Buoy motion data in inland waterways often contain high noise levels, outliers, and missing values, complicating their direct application in monitoring and anomaly detection. This study aims to construct a robust data preprocessing and feature extraction framework tailored to buoy trajectory data. To address the challenges of noisy and incomplete time series, we proposed a hybrid preprocessing approach. For outlier detection, a method combining IQR and Isolation Forest is proposed. For missing data imputation, interpolation methods are adaptively selected based on time intervals. For short-term gaps, cubic spline interpolation is applied; otherwise, an interpolation method that combines dominant periodicity estimation with physical constraints based on PSD is proposed. For denoising, an AUKF integrated with the Singer motion model is employed. After data refinement, a set of multiple domain features is extracted; these describe motion, including statistical features, clustering features, and wavelet transform-based features.

The extracted features reveal clear spatial heterogeneity in buoy motion patterns across different channel segments. Statistical time-domain features, such as standard deviation, range, and peak-to-mean ratio, indicate that buoys in downstream segments exhibit larger motion amplitudes and higher volatility, reflecting stronger and more complex hydrodynamic forces near estuarine zones. In general, motion variability increases toward the estuary. Wavelet-based time-frequency analysis further shows that semi-diurnal tides are the dominant driver of buoy motion across most segments, with energy ratios in the M2 band significantly exceeding those of diurnal tides or low-frequency runoff-related components. The Y direction typically exhibits greater mutation intensity and more frequent transient disturbances, suggesting directional sensitivity to external forcing such as wind and tidal shear.
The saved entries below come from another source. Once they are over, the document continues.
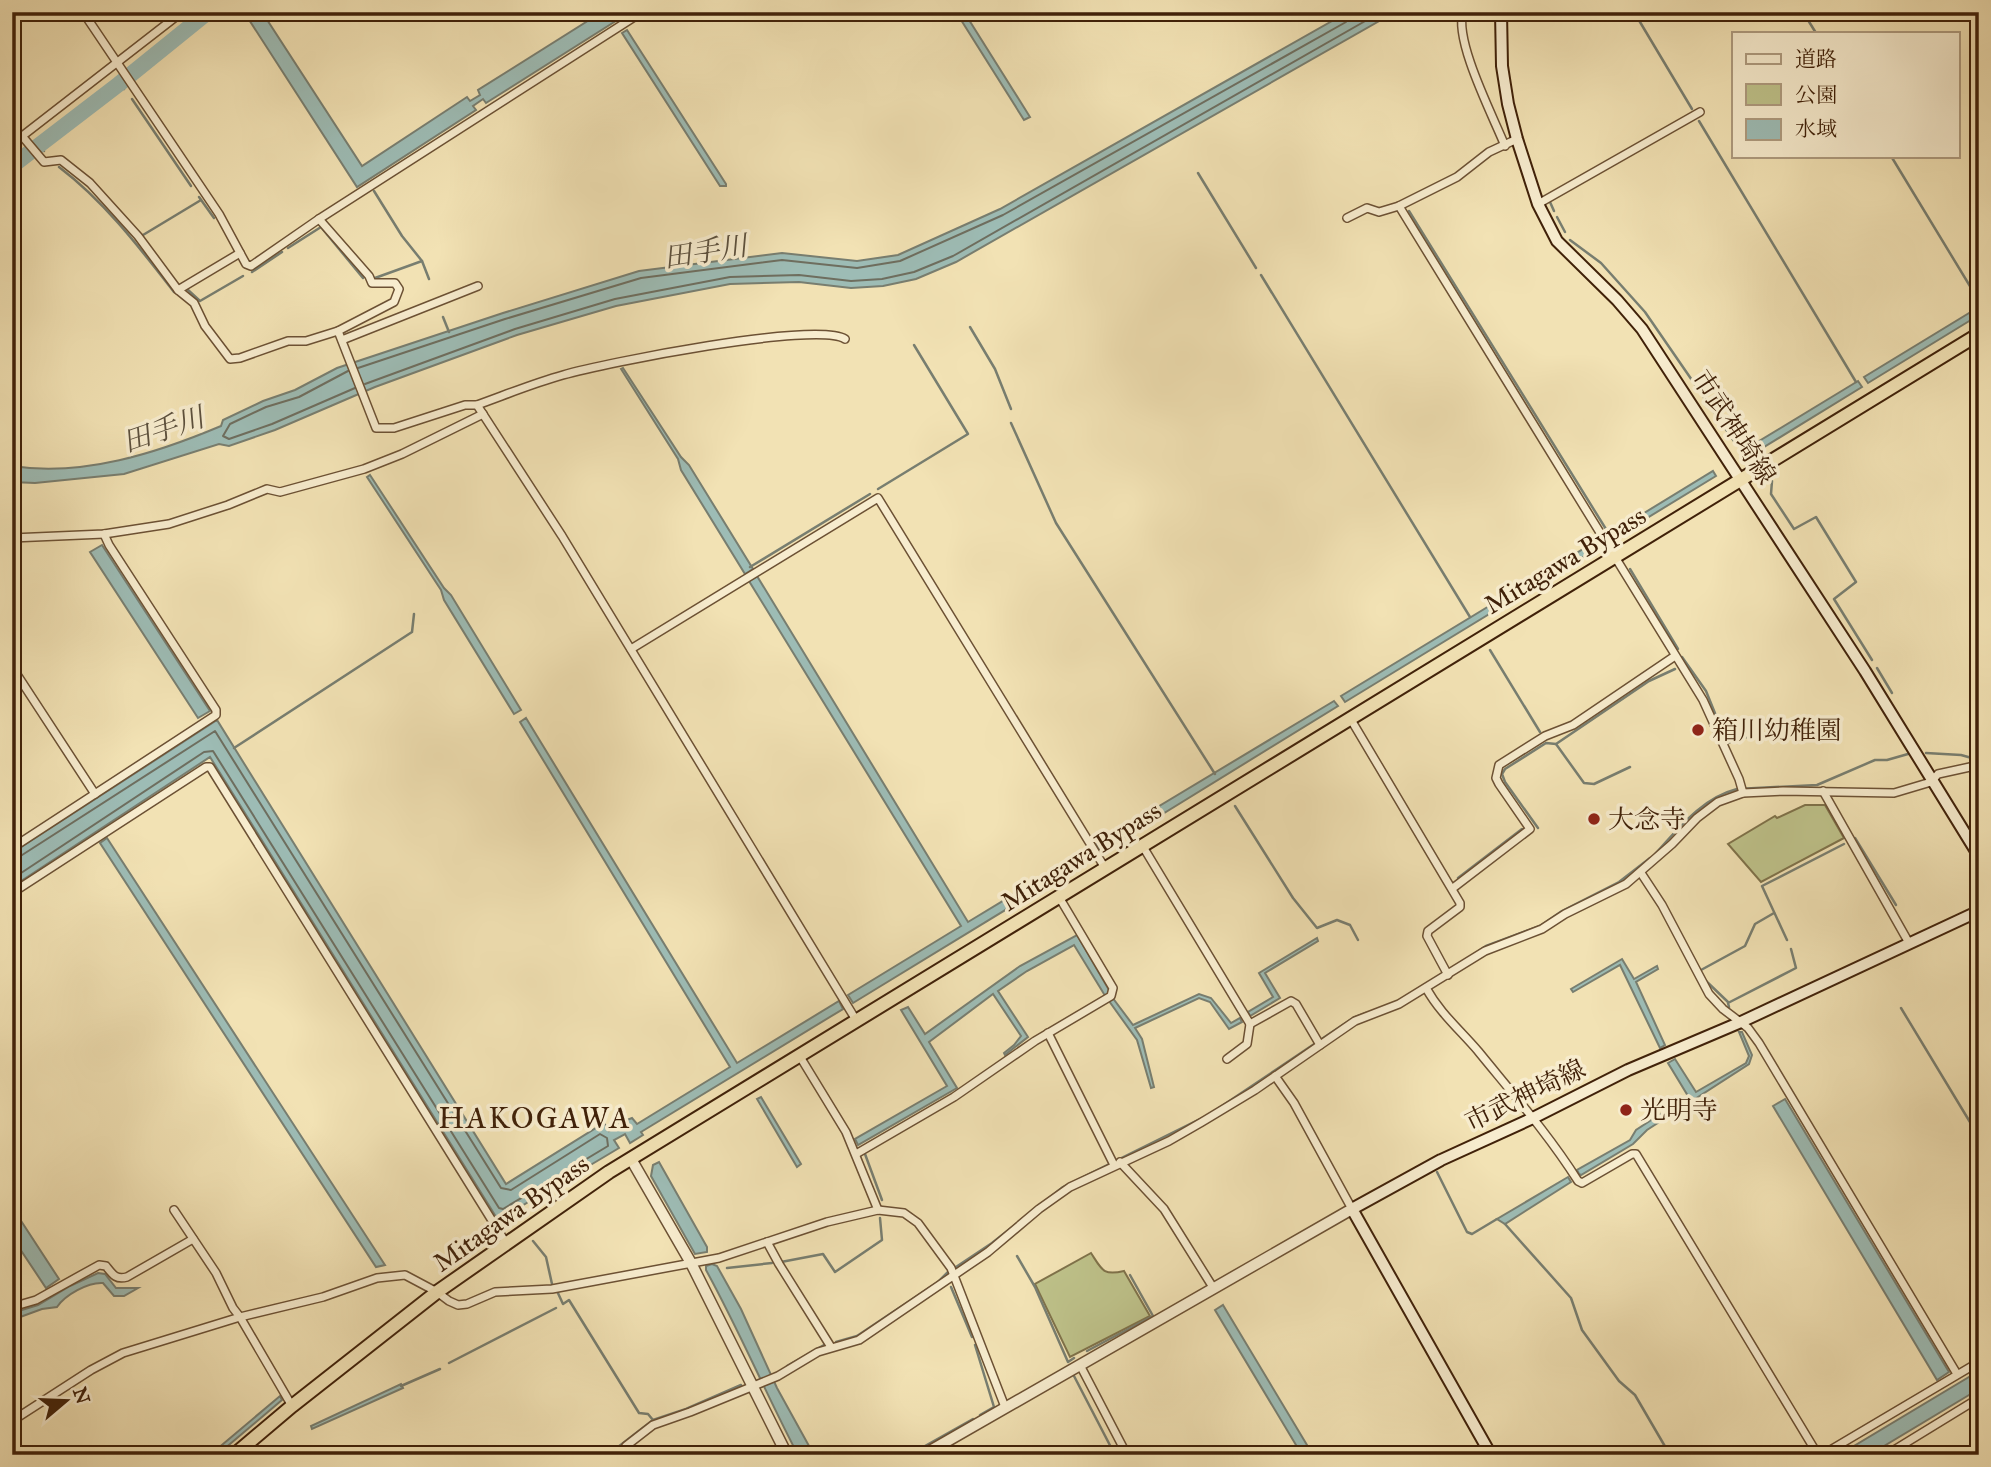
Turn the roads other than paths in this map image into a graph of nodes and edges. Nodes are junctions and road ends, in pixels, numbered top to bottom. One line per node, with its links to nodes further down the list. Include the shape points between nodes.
1 (83, 12): 6 (street)
2 (182, 12): 6 (street)
3 (642, 12): 15 (street)
4 (1463, 12): 11 (street, via 1464,45)
5 (1501, 12): 9 (main road, 市武神埼線, via 1502,66)
6 (117, 63): 8 (street); 16 (street, via 219,214)
7 (1700, 112): 12 (street)
8 (22, 136): 10 (street); 18 (street, via 44,162 61,160 90,183)
9 (1517, 139): 11 (street); 12 (main road, 市武神埼線)
10 (12, 144)
11 (1505, 146): 13 (street)
12 (1538, 204): 25 (main road, 市武神埼線, via 1557,241 1642,329)
13 (1399, 206): 14 (street, via 1379,212 1367,208); 28 (street)
14 (1347, 218)
15 (319, 219): 16 (street, via 251,266); 19 (street, via 372,283 394,283 399,289 394,302)
16 (240, 253): 18 (street)
17 (478, 286): 22 (street)
18 (178, 290): 19 (street, via 194,303 230,359)
19 (338, 331): 22 (street)
20 (1979, 334): 25 (highway, Mitagawa Bypass)
21 (845, 339): 23 (street, via 819,333 768,337 622,362 563,374)
22 (343, 343): 23 (street, via 376,428)
23 (477, 405): 24 (street)
24 (483, 414): 26 (street, via 364,469 280,492 267,489 169,524); 29 (street)
25 (1741, 479): 28 (highway, Mitagawa Bypass); 34 (main road, 市武神埼線)
26 (104, 534): 27 (street); 37 (street, via 216,715)
27 (12, 538)
28 (1614, 556): 30 (street); 32 (highway, Mitagawa Bypass)
29 (631, 649): 41 (street, via 878,498); 50 (street)
30 (1675, 656): 35 (street, via 1703,700); 43 (street, via 1573,725 1545,736 1499,765 1496,778 1530,829)
31 (12, 667): 37 (street)
32 (1350, 718): 38 (highway, Mitagawa Bypass); 43 (street)
33 (1979, 765): 34 (street, via 1938,774)
34 (1931, 782): 36 (street, via 1894,793); 40 (main road, 市武神埼線)
35 (1742, 790): 36 (street); 42 (street, via 1697,818)
36 (1823, 791): 47 (street)
37 (95, 794): 39 (street)
38 (1142, 845): 41 (highway, Mitagawa Bypass); 52 (street)
39 (12, 848)
40 (1979, 856)
41 (1105, 868): 45 (highway, Mitagawa Bypass)
42 (1641, 873): 48 (street, via 1542,929); 51 (street, via 1709,994)
43 (1453, 888): 48 (street, via 1460,907 1427,936)
44 (12, 894): 67 (street, via 210,767)
45 (1059, 897): 50 (highway, Mitagawa Bypass); 53 (street, via 1113,988 1109,998)
46 (1979, 911): 47 (main road, 市武神埼線)
47 (1909, 943): 51 (main road, 市武神埼線)
48 (1447, 972): 49 (street)
49 (1426, 988): 54 (street); 58 (street, via 1436,1006)
50 (856, 1020): 55 (highway, Mitagawa Bypass)
51 (1741, 1022): 58 (main road, 市武神埼線, via 1628,1070); 77 (street, via 1759,1043)
52 (1250, 1024): 54 (street, via 1291,1001); 56 (street, via 1247,1044)
53 (1048, 1033): 59 (street, via 954,1097); 61 (street)
54 (1318, 1042): 57 (street)
55 (799, 1055): 59 (street); 60 (highway, Mitagawa Bypass)
56 (1227, 1059)
57 (1275, 1076): 61 (street, via 1169,1141); 62 (street)
58 (1533, 1118): 62 (main road, 市武神埼線, via 1441,1160); 89 (street, via 1581,1183 1636,1154)
59 (856, 1154): 64 (street)
60 (631, 1159): 67 (highway, Mitagawa Bypass); 68 (street)
61 (1115, 1162): 69 (street, via 1070,1187); 70 (street, via 1164,1209)
62 (1352, 1209): 70 (street); 88 (main road)
63 (174, 1210): 65 (street)
64 (878, 1210): 66 (street); 69 (street, via 904,1213 918,1223)
65 (193, 1239): 72 (street, via 127,1277 115,1277 99,1265 36,1300); 73 (street)
66 (767, 1242): 68 (street); 74 (street)
67 (506, 1243): 71 (highway, Mitagawa Bypass)
68 (691, 1264): 71 (street, via 552,1289 495,1292 458,1305); 78 (street)
69 (954, 1274): 74 (street, via 859,1340); 81 (street)
70 (1214, 1289): 76 (street)
71 (437, 1292): 73 (street, via 405,1275 395,1275); 80 (highway, Mitagawa Bypass)
72 (12, 1307)
73 (240, 1317): 80 (street); 82 (street, via 123,1353)
74 (831, 1347): 78 (street)
75 (1979, 1362): 77 (street)
76 (1080, 1365): 81 (street); 87 (street)
77 (1957, 1374): 89 (street)
78 (755, 1385): 84 (street, via 653,1425); 85 (street)
79 (1979, 1398): 90 (street)
80 (292, 1406): 83 (highway, Mitagawa Bypass)
81 (1005, 1407): 86 (street)
82 (12, 1421)
83 (234, 1455)
84 (620, 1455)
85 (787, 1455)
86 (923, 1455)
87 (1127, 1455)
88 (1491, 1455)
89 (1820, 1455)
90 (1886, 1455)

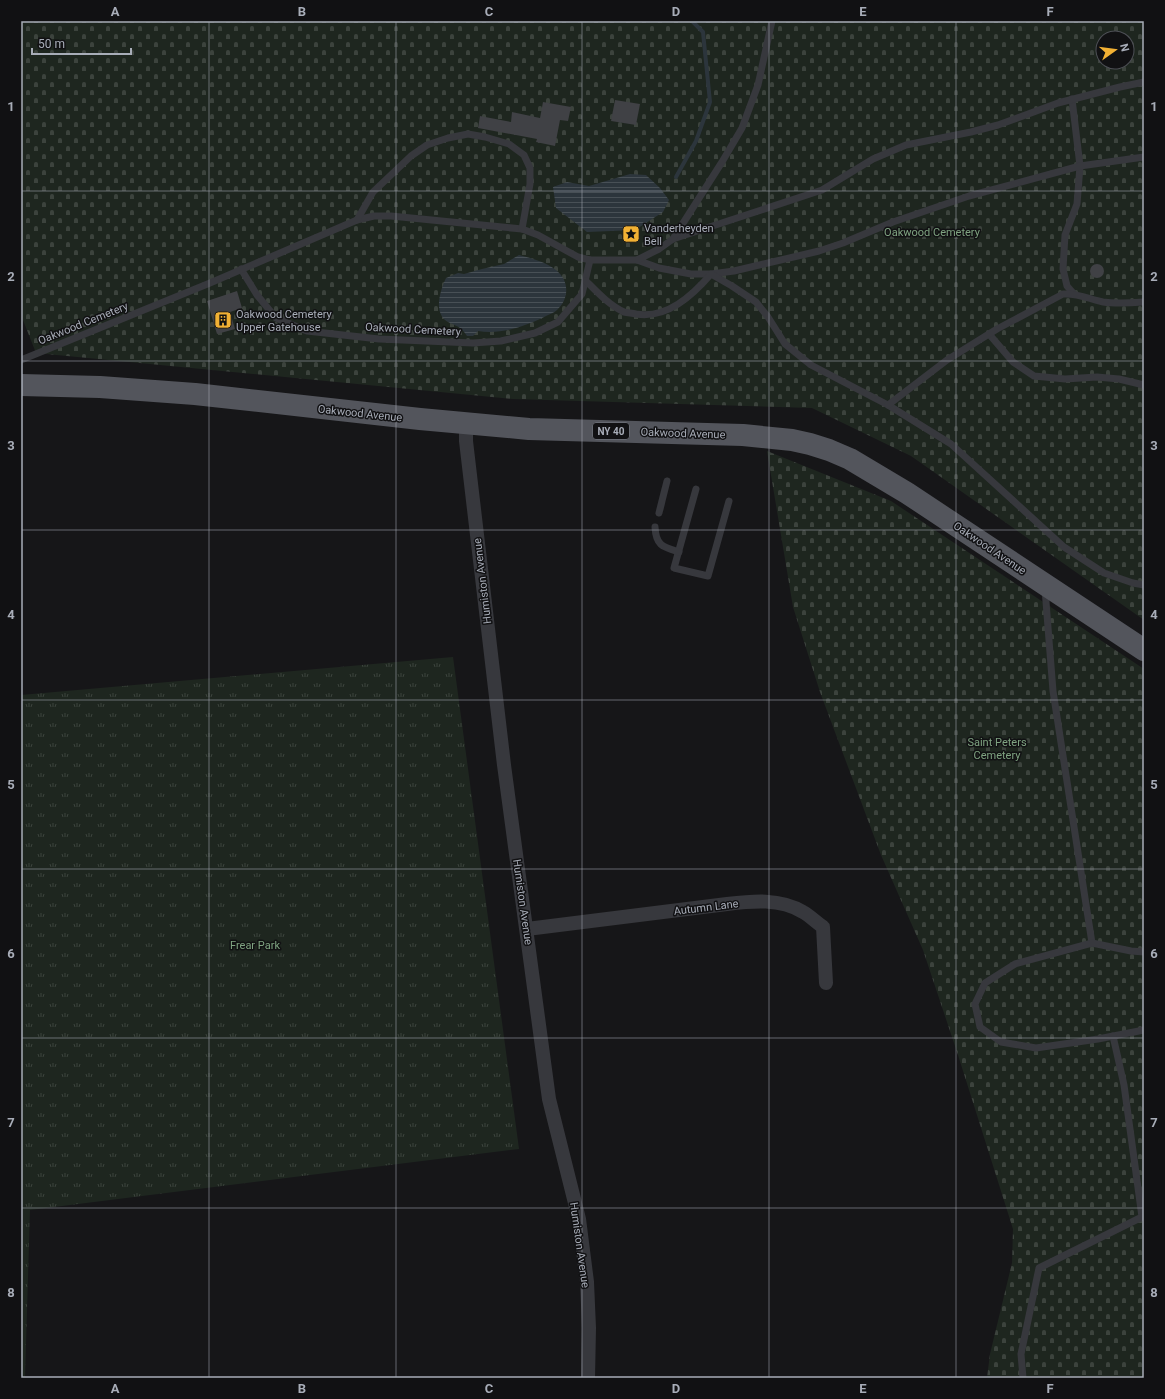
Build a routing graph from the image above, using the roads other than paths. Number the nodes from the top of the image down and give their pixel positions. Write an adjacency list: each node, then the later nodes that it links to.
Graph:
1 (772, 21): 8 (lane, Oakwood Cemetery)
2 (1144, 82): 3 (lane, Oakwood Cemetery)
3 (1072, 99): 5 (lane); 8 (lane, Oakwood Cemetery)
4 (1144, 158): 5 (lane, Oakwood Cemetery)
5 (1080, 166): 12 (lane, Oakwood Cemetery); 14 (lane)
6 (357, 220): 7 (lane, Oakwood Cemetery); 7 (lane); 11 (lane, Oakwood Cemetery)
7 (522, 229): 9 (lane, Oakwood Cemetery)
8 (673, 239): 10 (lane, Oakwood Cemetery)
9 (590, 260): 10 (lane, Oakwood Cemetery); 13 (lane, Oakwood Cemetery)
10 (637, 260): 12 (lane, Oakwood Cemetery)
11 (242, 269): 13 (lane, Oakwood Cemetery); 17 (lane, Oakwood Cemetery)
12 (711, 274): 13 (lane); 20 (lane, Oakwood Cemetery)
13 (586, 281)
14 (1074, 294): 15 (lane); 16 (lane)
15 (1144, 302)
16 (989, 334): 19 (lane); 20 (lane)
17 (21, 360)
18 (21, 385): 21 (main road, Oakwood Avenue / NY 40)
19 (1144, 385)
20 (888, 405): 29 (lane, Oakwood Cemetery)
21 (466, 424): 28 (main road, Oakwood Avenue / NY 40); 31 (street, Humiston Avenue)
22 (667, 481): 25 (lane)
23 (696, 490): 27 (lane)
24 (729, 501): 27 (lane)
25 (659, 513)
26 (655, 527): 27 (lane)
27 (679, 552)
28 (1045, 585): 30 (main road, Oakwood Avenue / NY 40); 32 (lane)
29 (1144, 585)
30 (1144, 650)
31 (527, 929): 34 (street, Autumn Lane); 38 (street, Humiston Avenue)
32 (1092, 943): 33 (lane); 36 (lane)
33 (1144, 952)
34 (826, 983)
35 (1144, 1030): 36 (lane)
36 (1113, 1036): 37 (lane)
37 (1143, 1217): 39 (lane)
38 (588, 1378)
39 (1023, 1378)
Segment-wise comparison of representative buoys highlights directional asymmetry and mixed tidal–runoff interactions, particularly in mid-to-lower reaches. These findings demonstrate the ability of the proposed preprocessing and feature extraction pipeline to capture spatial and temporal variations in buoy dynamics, thereby supporting applications in anomaly detection and intelligent inland waterway monitoring.

While the proposed framework effectively captures key statistical and time-frequency features of buoy motion, it currently lacks a thorough exploration of nonlinear dynamic characteristics. Nonlinear behaviors—such as long-range dependence, chaotic fluctuations, and scaling patterns—are likely to be present in buoy trajectories due to the interplay of multiple natural forces (e.g., tides, currents, and wind). However, these aspects remain underexplored in this study. Future work will incorporate nonlinear descriptors such as fractal dimension, Lyapunov exponents, and entropy-based measures to provide a more comprehensive understanding of buoy dynamics and environmental responses. Such efforts will further reveal the complex motion signatures of buoys and enhance insight into how buoys respond to dynamic inland waterways.